Likewise, Presales has no way to share what it knows with Product on the one hand and Sales on the other. There’s no system of record, no central hub that other departments can visit, no way to channel information to the people who need it.
It’s a situation a CRO would never tolerate anywhere else in the Sales cycle. Yet when it comes to Presales, most accept it without a second thought. There might be no other part of the organization where so much value goes untapped.
So what should a new CRO actually do to make Presales the glue between Product and Sales?
- First, make sure Presales is recording what it hears across all deals, and that the knowledge gets set down somewhere in a persistent format; make sure Presales normalizes the data so multiple instances are merged into one for grading and discussion.
- Ask Presales to assign each product gap a level of business priority based on potential revenue, business impact, competitive impact and customer impact.
- Institute a product council where Product, Sales and Presales go through the data together, confirm priorities and decide which items are most actionable. Usually product is just checking customer forums or referring to their customer advisory board, which means the roadmap tends to be guided by squeaky wheels and complaints; this approach surfaces net-new product opportunity.

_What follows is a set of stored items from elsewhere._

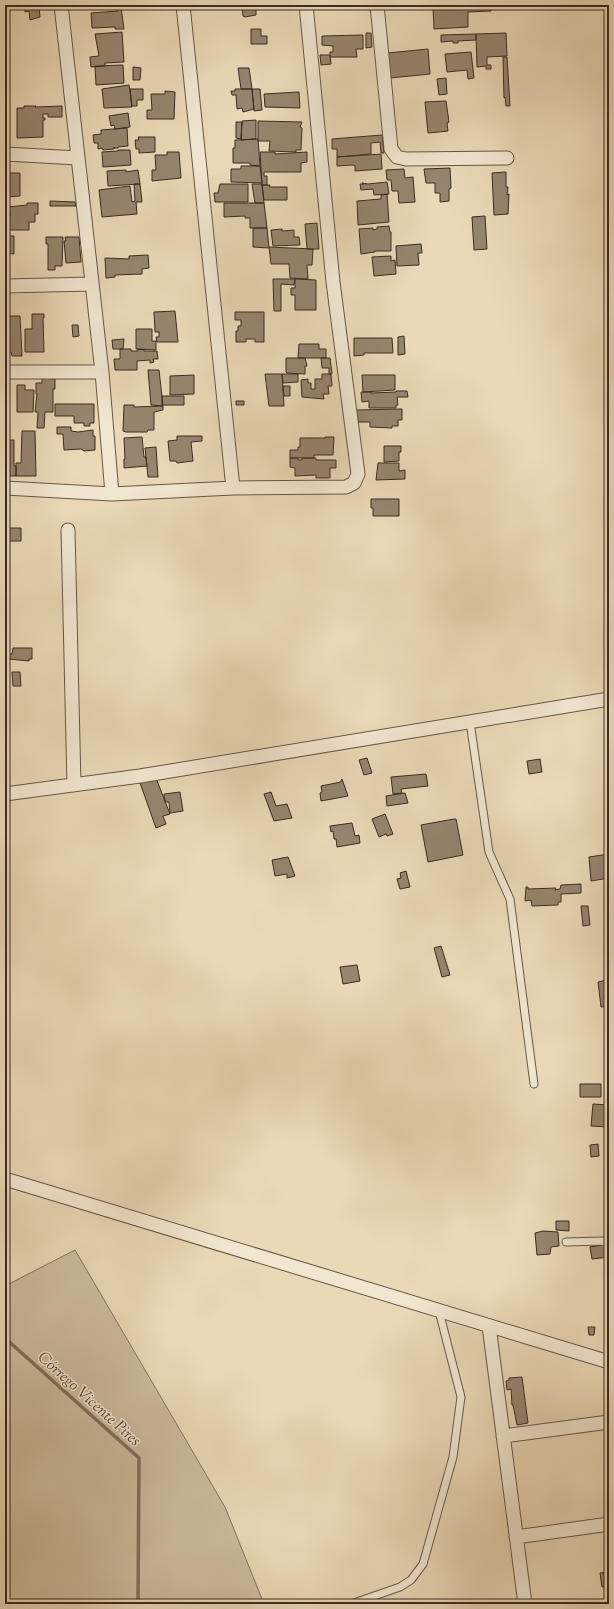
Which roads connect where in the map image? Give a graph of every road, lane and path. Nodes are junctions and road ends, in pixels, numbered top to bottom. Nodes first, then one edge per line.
1 (62, 5) edge
2 (183, 5) edge
3 (306, 5) edge
4 (377, 5) edge
5 (5, 154) edge
6 (78, 158) junction
7 (507, 158) dead end
8 (92, 284) junction
9 (5, 286) edge
10 (5, 372) edge
11 (102, 372) junction
12 (5, 488) edge
13 (233, 488) junction
14 (112, 494) junction
15 (68, 530) dead end
16 (609, 699) edge
17 (470, 722) junction
18 (74, 785) junction
19 (5, 794) edge
20 (534, 1084) dead end
21 (5, 1179) edge
22 (566, 1242) dead end
23 (609, 1244) edge
24 (440, 1311) junction
25 (488, 1326) junction
26 (609, 1362) edge
27 (609, 1422) edge
28 (503, 1436) junction
29 (609, 1524) edge
30 (516, 1537) junction
31 (351, 1604) edge
32 (525, 1604) edge

1 - 6 street
2 - 13 street
3 - 13 street
4 - 7 street
5 - 6 street
6 - 8 street
8 - 9 street
8 - 11 street
10 - 11 street
11 - 14 street
12 - 14 street
13 - 14 street
15 - 18 street
16 - 17 street
17 - 18 street
17 - 20 lane
18 - 19 street
21 - 24 street
22 - 23 lane
24 - 25 street
24 - 31 lane
25 - 26 street
25 - 28 street
27 - 28 street
28 - 30 street
29 - 30 street
30 - 32 street

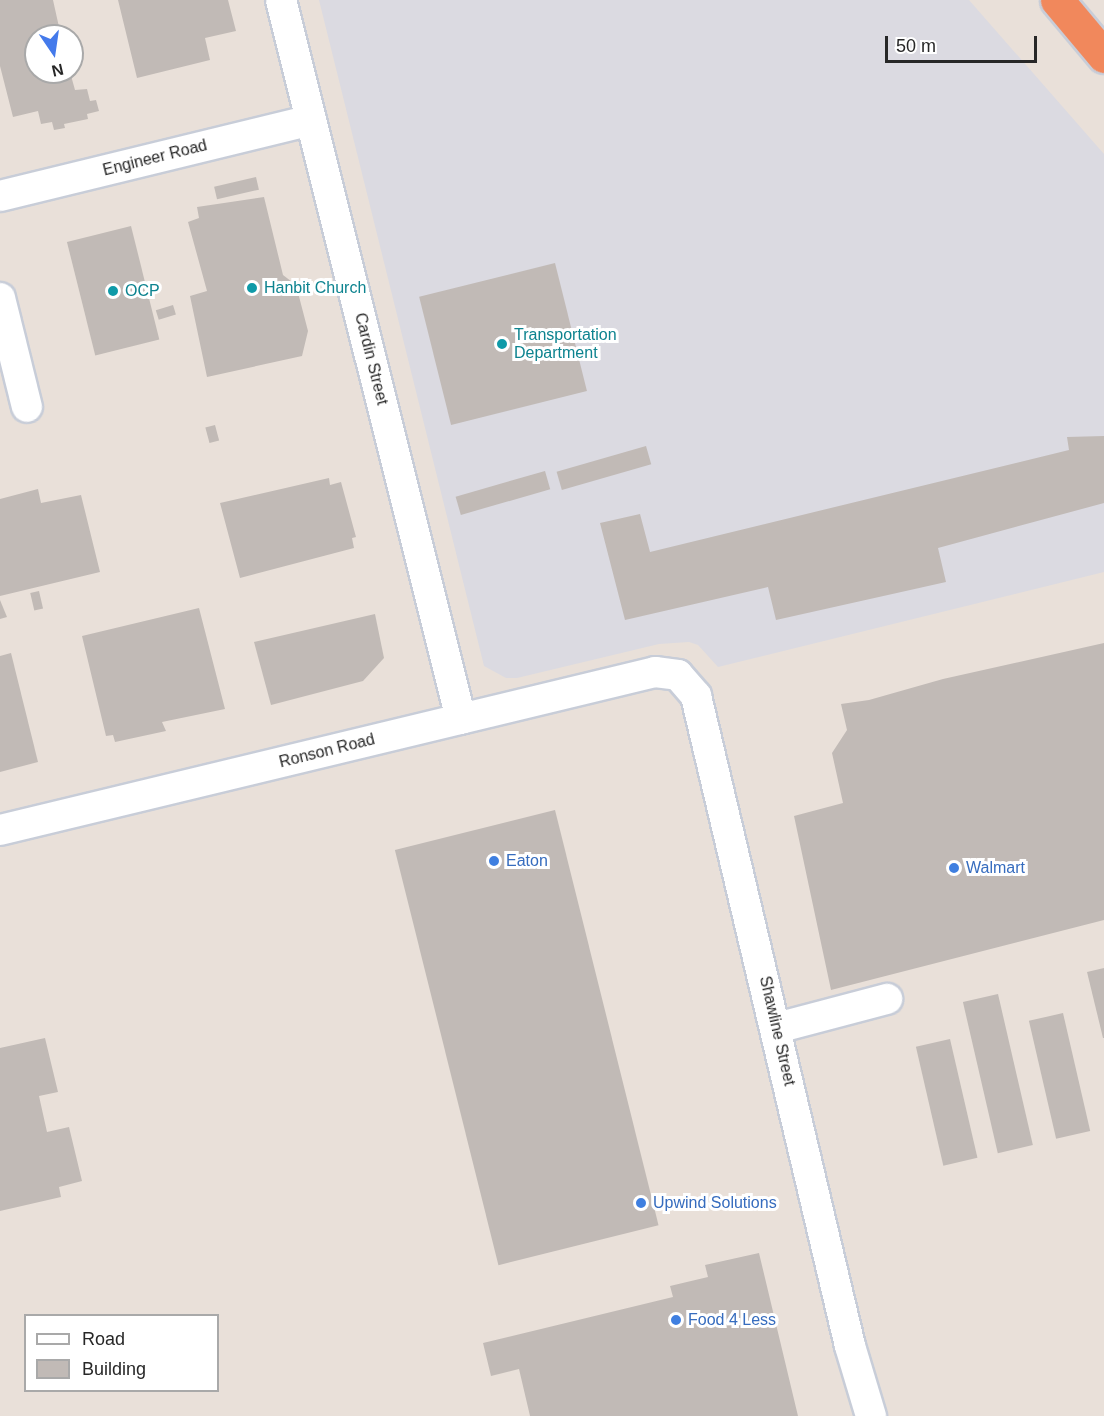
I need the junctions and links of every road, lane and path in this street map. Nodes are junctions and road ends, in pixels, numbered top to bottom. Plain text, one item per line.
1 (281, 0) edge
2 (1057, 0) edge
3 (1104, 56) edge
4 (311, 120) junction
5 (0, 196) edge
6 (0, 298) edge
7 (27, 407) dead end
8 (655, 672) joint
9 (461, 718) junction
10 (0, 830) edge
11 (887, 999) dead end
12 (777, 1028) junction
13 (871, 1416) edge

1 - 4 street, Cardin Street
2 - 3 highway
4 - 5 street, Engineer Road
4 - 9 street, Cardin Street
6 - 7 street
8 - 9 street, Ronson Road
8 - 12 street, Shawline Street
9 - 10 street, Ronson Road
11 - 12 street
12 - 13 street, Shawline Street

- In release-review meetings, Presales needs to step up and identify who will be affected by new features and how they can drive revenue. And Sales needs to take notes.
I’d argue that Presales not only belongs on any new CRO’s opening checklist, it needs to be right at the top. Changing a company’s roadmap and product-development process takes longer than putting in a new CPQ solution, holding a sales training or configuring a dashboard. It’s hard, but the hard thing has to come first.

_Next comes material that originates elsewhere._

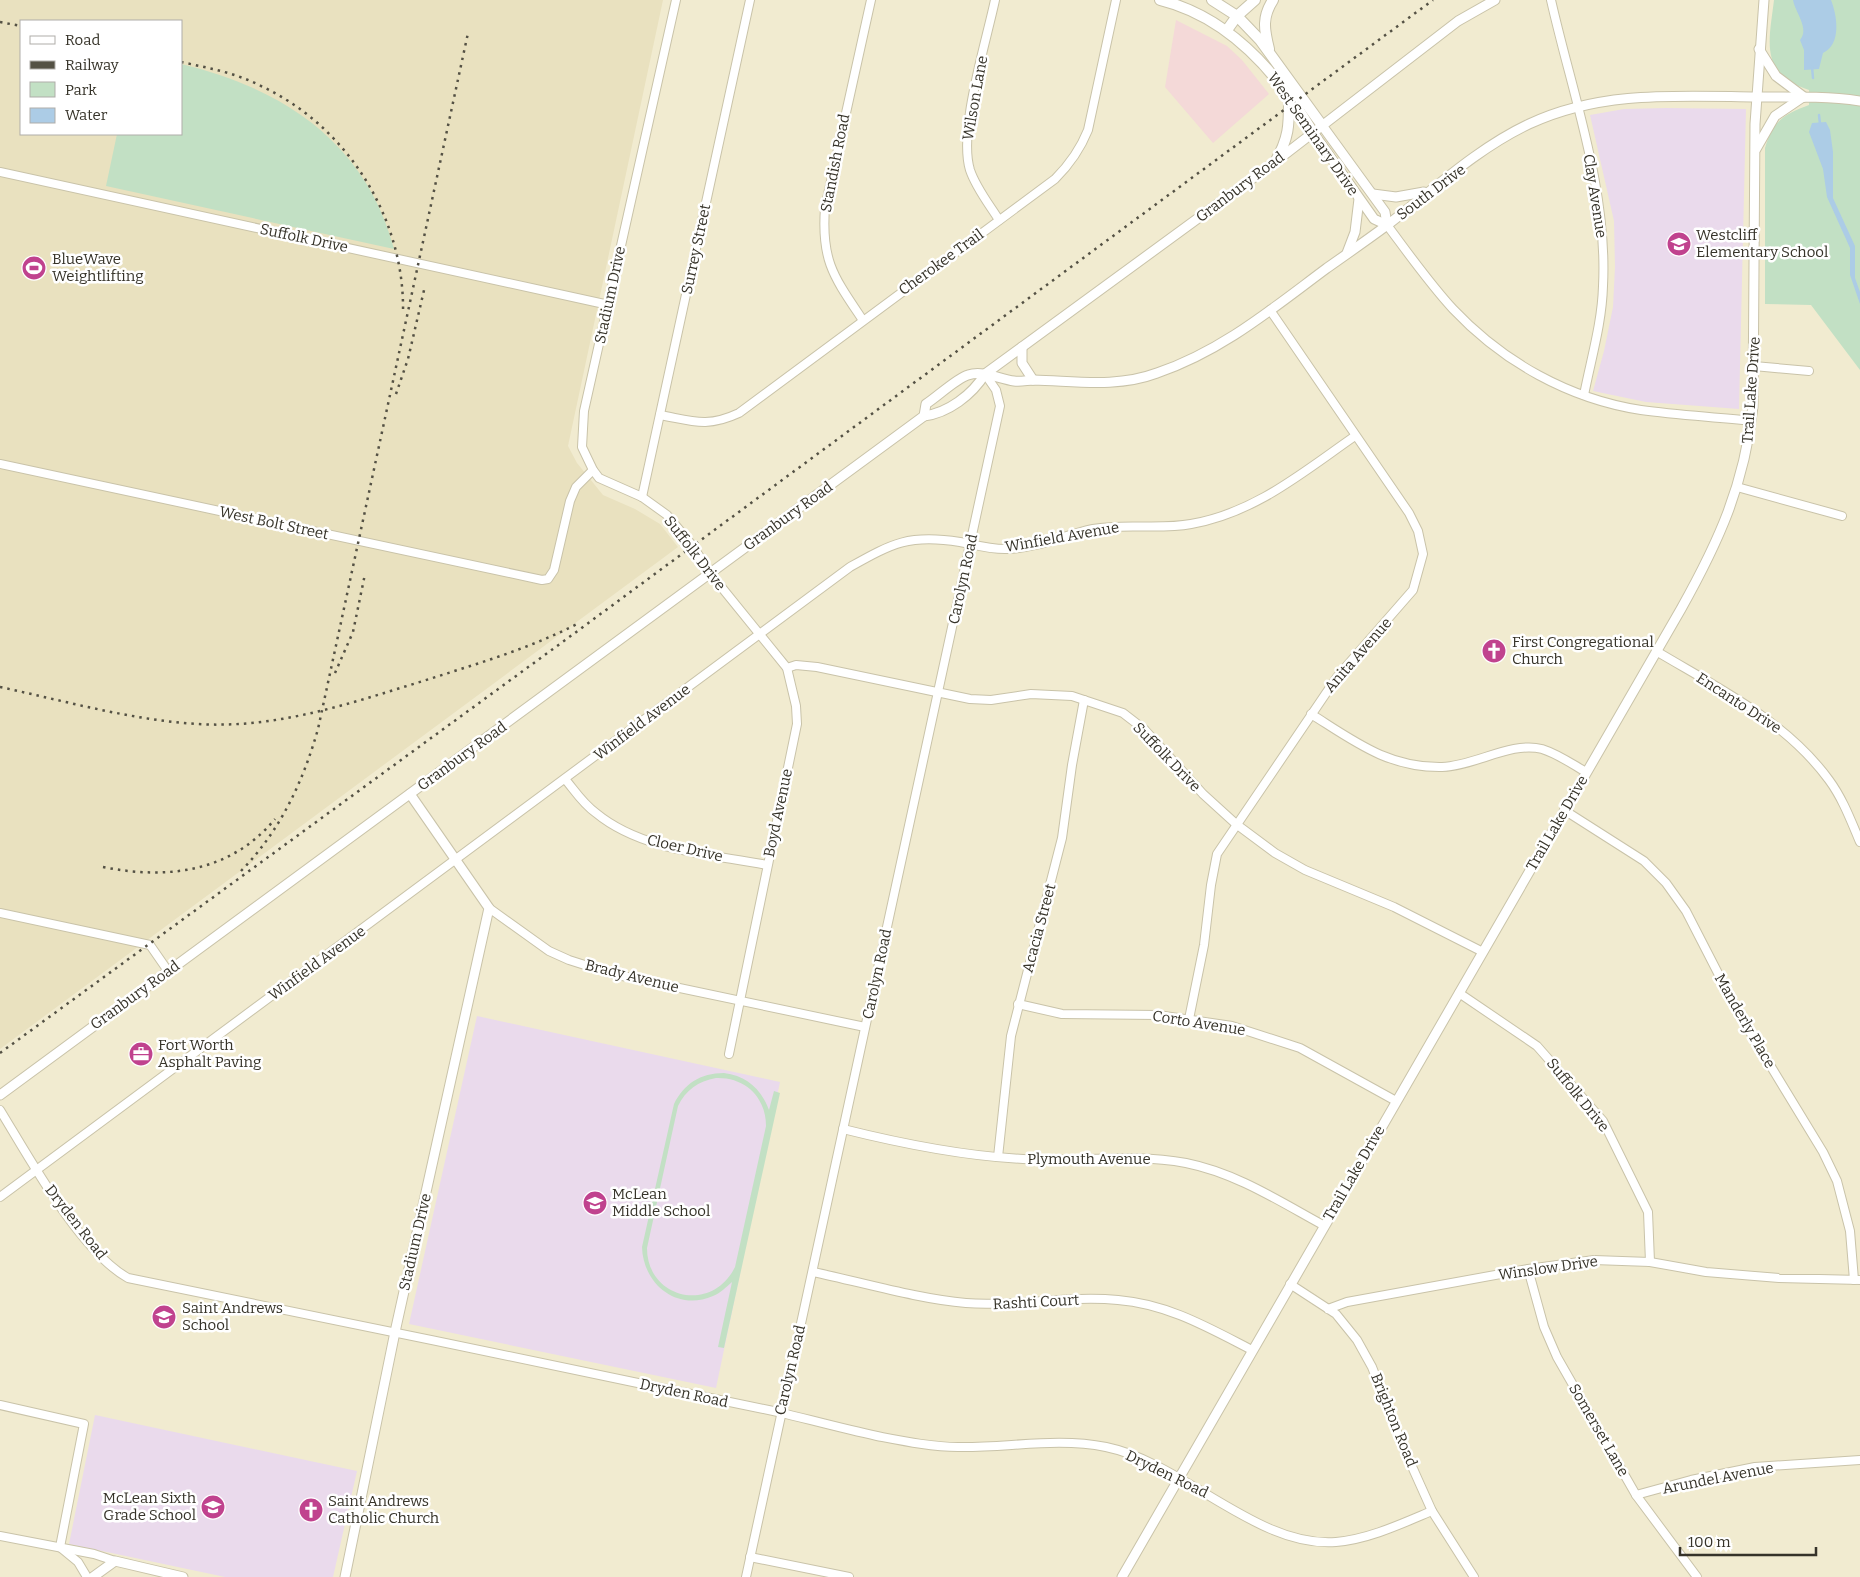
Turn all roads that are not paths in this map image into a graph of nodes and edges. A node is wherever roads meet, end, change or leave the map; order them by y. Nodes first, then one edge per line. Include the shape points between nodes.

And CROs might be surprised how much support they get from product management. I’ve found that PMs are hungry for the kind of intelligence Presales can give them.They don’t love that they’re often winging it, making decisions based on their own points of view or catering to the loudest voice in the room. They’d much rather take the bias out of the process and make decisions based on data.
So yes, making Presales a go-to-market secret weapon is hard, but not as daunting as it might seem. And it’s worth it. The companies that will win over the next decade will be those that connect their go-to-market and development teams—where the CRM and PLM systems converge. They’ll be the ones who can generate and close leads most efficiently and find dormant sources of revenue, because every release triggers a sales call to the customer or prospect who had the need in the first place.
Companies that bring those two worlds together, and make Product and Sales work as one team, will meet the demands of the market faster than anyone else, sell faster than anyone else and beat everyone that takes them on. Is anything on a CRO’s list more important than that?